Co-Expression Network Inference from Chromatin Conformation Data through Graph Embedding

The repository contains the source code for the link prediction problem of the paper:
Varrone, Nanni et al., "Co-Expression Network Inference from Chromatin Conformation Data through Graph Embedding".

Abstract

Motivation

The relationship between gene coexpression and chromatin conformation is of great biological interest. Thanks to high-throughput chromosome conformation capture technologies (Hi-C), researchers are gaining insights on the tri-dimensional organization of the genome. Given the high complexity of Hi-C data and the difficult definition of gene coexpression networks, the development of proper computational tools to investigate such relationship is rapidly gaining the interest of the research community. One of the most fascinating questions in this context is how chromatin topology correlates with coexpression profiles of genes and which physical interaction patterns are most predictive of coexpression relationships.

Results

To address these questions, we developed a computational framework for the prediction of coexpression networks from chromatin conformation data. We first define a gene chromatin interaction network where each gene is associated to its physical interaction profile; then we apply two graph embedding techniques to extract a low-dimensional vector representation of each gene from the interaction network; finally, we train a Random Forest classifier on pairs of gene embeddings to predict if they are coexpressed.
Both graph embedding techniques outperform previous methods based on manually designed topological features, highlighting the need for more advanced strategies to encode chromatin information. We also establish that the most recent technique, based on random walks, is superior. Overall, our results demonstrate that chromatin conformation and gene regulation share a non-linear relationship and that gene topological embeddings encode relevant information, which could be used also for downstream analysis.

Pipeline

Guidelines

The order of execution of the pipeline is proprocessing -> network building -> link prediction.

Preprocessing

The pipeline is compatible with gene expression data downloaded from the Xena Browser TCGA Hub. The absolute path to the HiSeqV2 file is required in 01_gene_expression.py as the --input parameter and a name for the dataset can be chosen to identify the specific dataset through the parameter --dataset.

Since the original Hi-C datasets have different structure, we developed custom preprocessing scripts for the MCF-7 breast cancer (Barutcu et al. (2015)) and 22Rv1 prostate cancer (Rhie et al. (2019)) cell lines.

Network building

The first part of the pipeline is devoted to the building of the coexpression network from the gene expression data.
If no chromosome is specified in the --chr-src and --chr-tgt parameters of 01_compute_coexpression.py, the coexpression will be computed for all the chromosomes at once for the single model setting and the intra+inter-chromosomal setting.

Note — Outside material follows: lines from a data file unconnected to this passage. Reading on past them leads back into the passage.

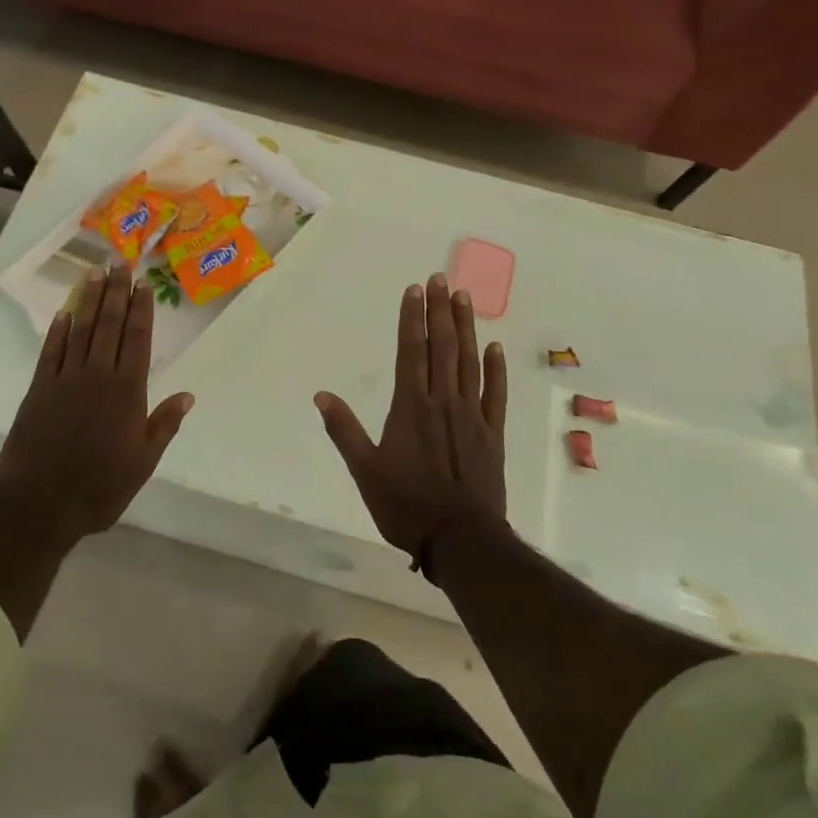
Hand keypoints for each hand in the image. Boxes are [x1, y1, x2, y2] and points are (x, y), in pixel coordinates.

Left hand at [0, 264, 192, 550]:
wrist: (41, 505)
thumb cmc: (100, 487)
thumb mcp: (143, 462)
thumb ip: (164, 424)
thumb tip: (188, 395)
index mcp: (127, 391)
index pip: (137, 339)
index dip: (141, 309)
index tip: (143, 283)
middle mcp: (98, 376)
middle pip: (109, 325)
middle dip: (116, 292)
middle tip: (119, 262)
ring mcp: (65, 380)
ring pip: (80, 330)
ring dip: (88, 300)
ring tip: (95, 273)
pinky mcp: (39, 390)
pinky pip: (50, 352)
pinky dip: (58, 331)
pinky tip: (64, 313)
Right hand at [314, 274, 507, 562]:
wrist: (460, 538)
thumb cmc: (406, 505)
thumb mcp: (365, 471)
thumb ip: (344, 431)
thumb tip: (321, 396)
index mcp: (410, 407)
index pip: (410, 351)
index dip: (412, 319)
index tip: (415, 290)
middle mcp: (442, 401)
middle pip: (441, 347)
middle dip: (439, 311)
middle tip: (441, 279)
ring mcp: (471, 415)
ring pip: (469, 362)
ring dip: (466, 328)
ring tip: (464, 297)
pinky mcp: (492, 434)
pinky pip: (495, 394)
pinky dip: (495, 369)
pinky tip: (495, 347)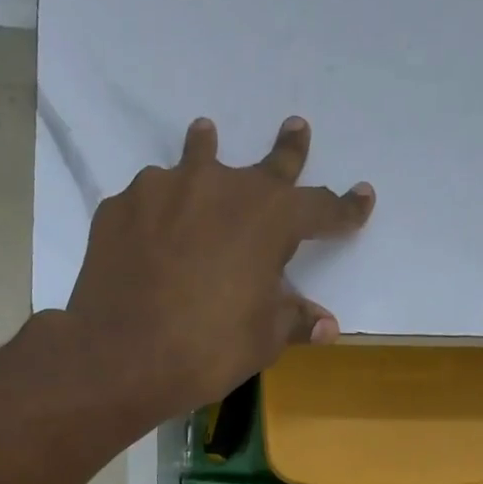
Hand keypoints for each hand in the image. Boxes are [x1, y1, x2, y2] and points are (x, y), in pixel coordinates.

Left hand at [64, 116, 373, 414]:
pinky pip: (152, 201)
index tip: (362, 198)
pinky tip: (154, 232)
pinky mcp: (122, 206)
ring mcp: (165, 189)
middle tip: (297, 128)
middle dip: (288, 150)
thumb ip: (294, 320)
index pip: (320, 208)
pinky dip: (162, 212)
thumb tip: (326, 325)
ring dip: (206, 150)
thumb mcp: (262, 340)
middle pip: (265, 166)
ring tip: (206, 135)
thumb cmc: (207, 349)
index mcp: (269, 218)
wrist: (119, 356)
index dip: (344, 209)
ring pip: (195, 161)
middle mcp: (221, 187)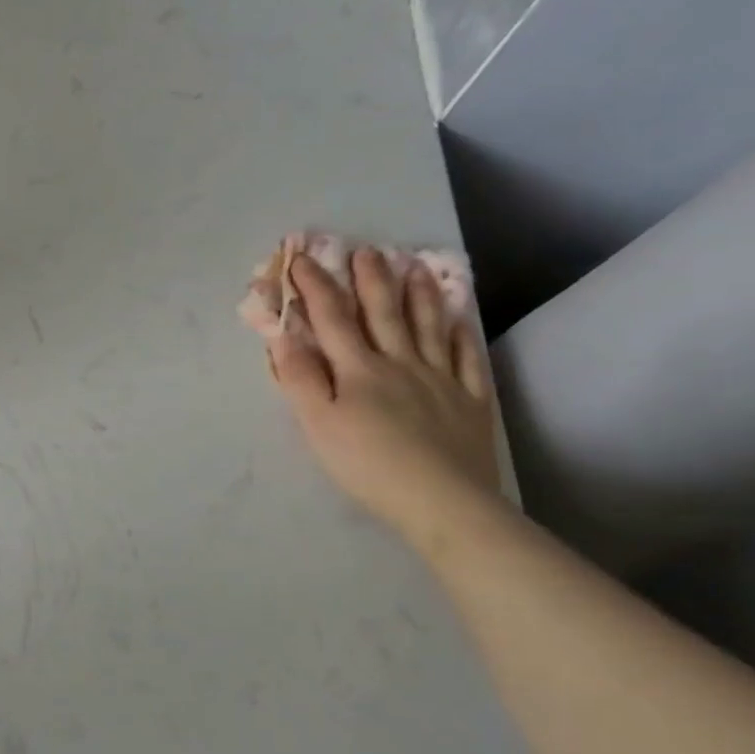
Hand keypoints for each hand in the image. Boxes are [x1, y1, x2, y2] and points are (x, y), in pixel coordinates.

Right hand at [270, 247, 500, 534]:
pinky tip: (461, 321)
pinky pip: (468, 360)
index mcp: (358, 369)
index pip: (332, 318)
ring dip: (420, 296)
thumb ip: (300, 379)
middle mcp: (400, 363)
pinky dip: (463, 336)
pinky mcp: (470, 402)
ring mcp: (440, 380)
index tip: (301, 258)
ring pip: (429, 328)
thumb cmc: (368, 465)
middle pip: (383, 313)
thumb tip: (283, 336)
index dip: (315, 286)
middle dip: (371, 280)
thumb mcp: (318, 425)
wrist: (442, 502)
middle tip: (368, 251)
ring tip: (417, 268)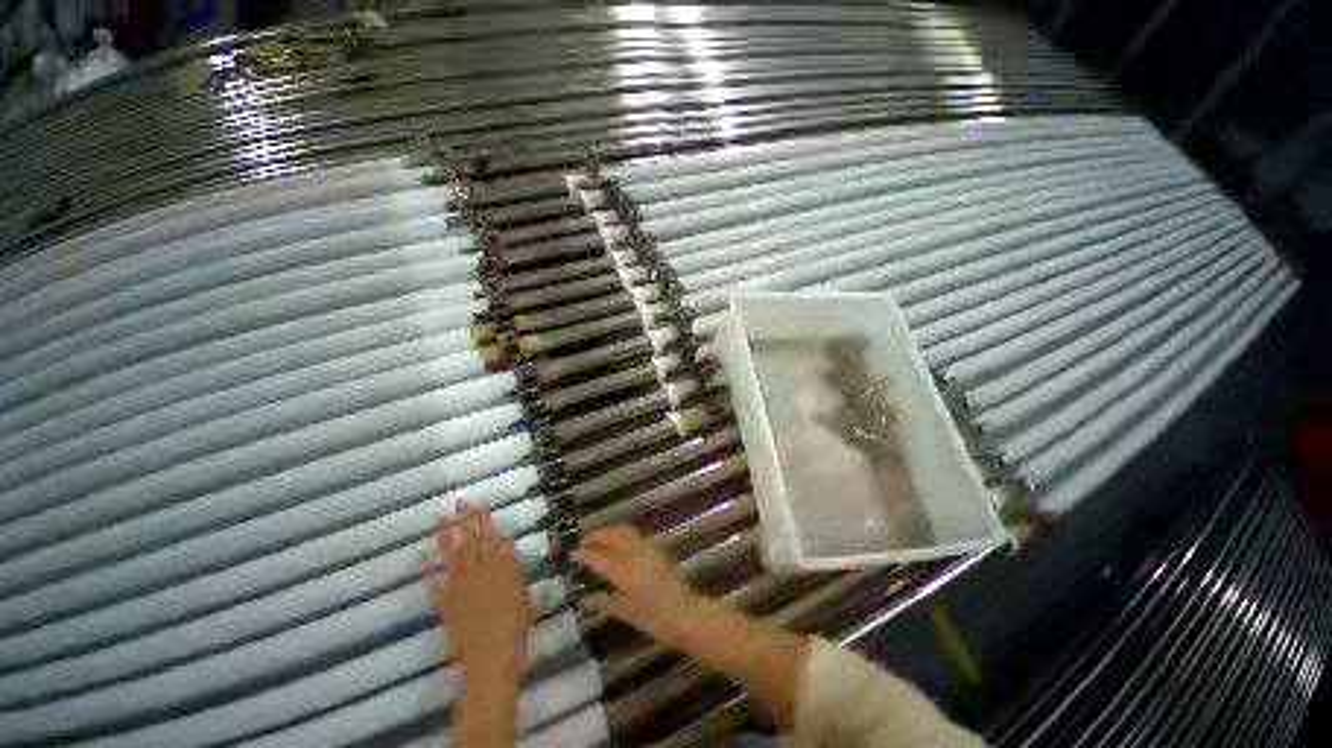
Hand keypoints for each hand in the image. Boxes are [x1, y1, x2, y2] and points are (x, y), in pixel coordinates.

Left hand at [425, 507, 534, 677]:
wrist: (492, 653)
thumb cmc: (516, 624)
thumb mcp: (523, 591)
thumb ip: (513, 567)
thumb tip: (507, 542)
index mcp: (500, 567)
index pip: (492, 538)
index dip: (485, 521)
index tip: (480, 505)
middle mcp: (479, 572)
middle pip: (471, 542)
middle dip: (466, 522)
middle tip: (460, 504)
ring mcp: (461, 587)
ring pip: (454, 556)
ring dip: (447, 538)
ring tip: (442, 521)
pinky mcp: (447, 604)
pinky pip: (436, 584)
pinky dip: (429, 573)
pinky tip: (422, 560)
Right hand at [573, 525, 698, 643]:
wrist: (681, 611)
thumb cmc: (649, 616)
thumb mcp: (621, 611)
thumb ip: (601, 600)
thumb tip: (584, 597)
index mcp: (620, 568)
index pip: (596, 555)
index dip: (583, 553)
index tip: (572, 554)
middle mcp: (631, 551)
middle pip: (609, 535)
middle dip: (594, 535)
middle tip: (582, 542)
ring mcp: (644, 546)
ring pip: (621, 529)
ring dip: (607, 531)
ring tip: (597, 538)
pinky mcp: (653, 546)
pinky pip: (632, 533)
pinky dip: (620, 532)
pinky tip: (615, 542)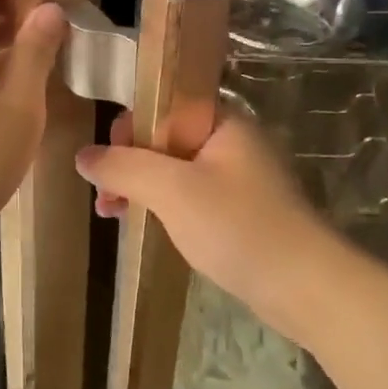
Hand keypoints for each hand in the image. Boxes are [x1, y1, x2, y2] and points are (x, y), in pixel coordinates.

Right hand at [74, 112, 342, 344]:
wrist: (304, 285)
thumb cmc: (237, 226)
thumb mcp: (172, 190)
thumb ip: (125, 167)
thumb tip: (83, 155)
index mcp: (222, 121)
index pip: (165, 103)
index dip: (130, 126)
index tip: (107, 159)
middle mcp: (231, 142)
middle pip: (167, 137)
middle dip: (130, 162)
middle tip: (105, 197)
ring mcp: (237, 178)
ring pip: (176, 170)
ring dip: (142, 187)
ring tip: (112, 214)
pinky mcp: (239, 211)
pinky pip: (190, 197)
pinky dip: (164, 206)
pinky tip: (143, 225)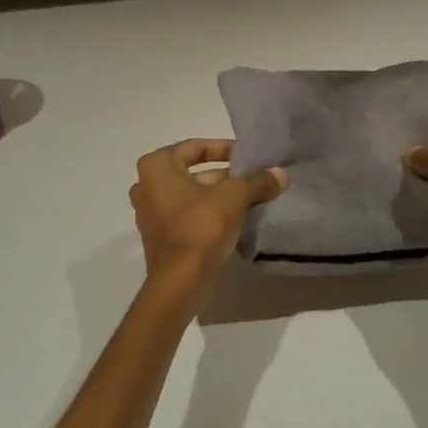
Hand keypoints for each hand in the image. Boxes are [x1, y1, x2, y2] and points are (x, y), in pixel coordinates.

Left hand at [129, 139, 286, 294]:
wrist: (180, 280)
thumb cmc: (200, 227)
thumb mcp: (234, 197)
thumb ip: (257, 181)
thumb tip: (281, 173)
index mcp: (157, 166)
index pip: (195, 147)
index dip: (224, 148)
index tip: (248, 157)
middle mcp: (146, 185)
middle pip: (193, 172)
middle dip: (225, 176)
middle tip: (254, 180)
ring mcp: (150, 213)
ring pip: (191, 195)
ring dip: (219, 196)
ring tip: (251, 200)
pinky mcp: (160, 236)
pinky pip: (187, 215)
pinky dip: (208, 214)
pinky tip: (235, 220)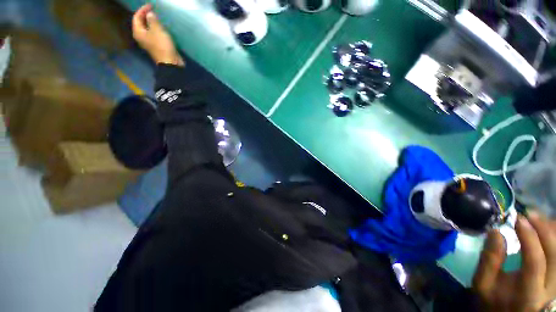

In 02_coexpression_network.py, we can obtain networks based of which of the three analysis to perform:

different model for each chromosome: pass the --single-chrom parameter and select the percentile for the threshold with --perc-intra PERCENTILE
a single model for all the intra-chromosomal co-expression: select the percentile for the threshold with --perc-intra PERCENTILE
a single model for all the chromosomes considering also inter-chromosomal co-expression: select the two different thresholds (for the intra-chromosomal and the inter-chromosomal co-expression) through the --perc-intra PERCENTILE and --perc-inter PERCENTILE parameters.

In 03_hic_gene_selection.py builds an Hi-C matrix of interactions between genes instead of bins.
The --genome-wide parameter allows to build an network that includes both intra- and inter-chromosomal interactions.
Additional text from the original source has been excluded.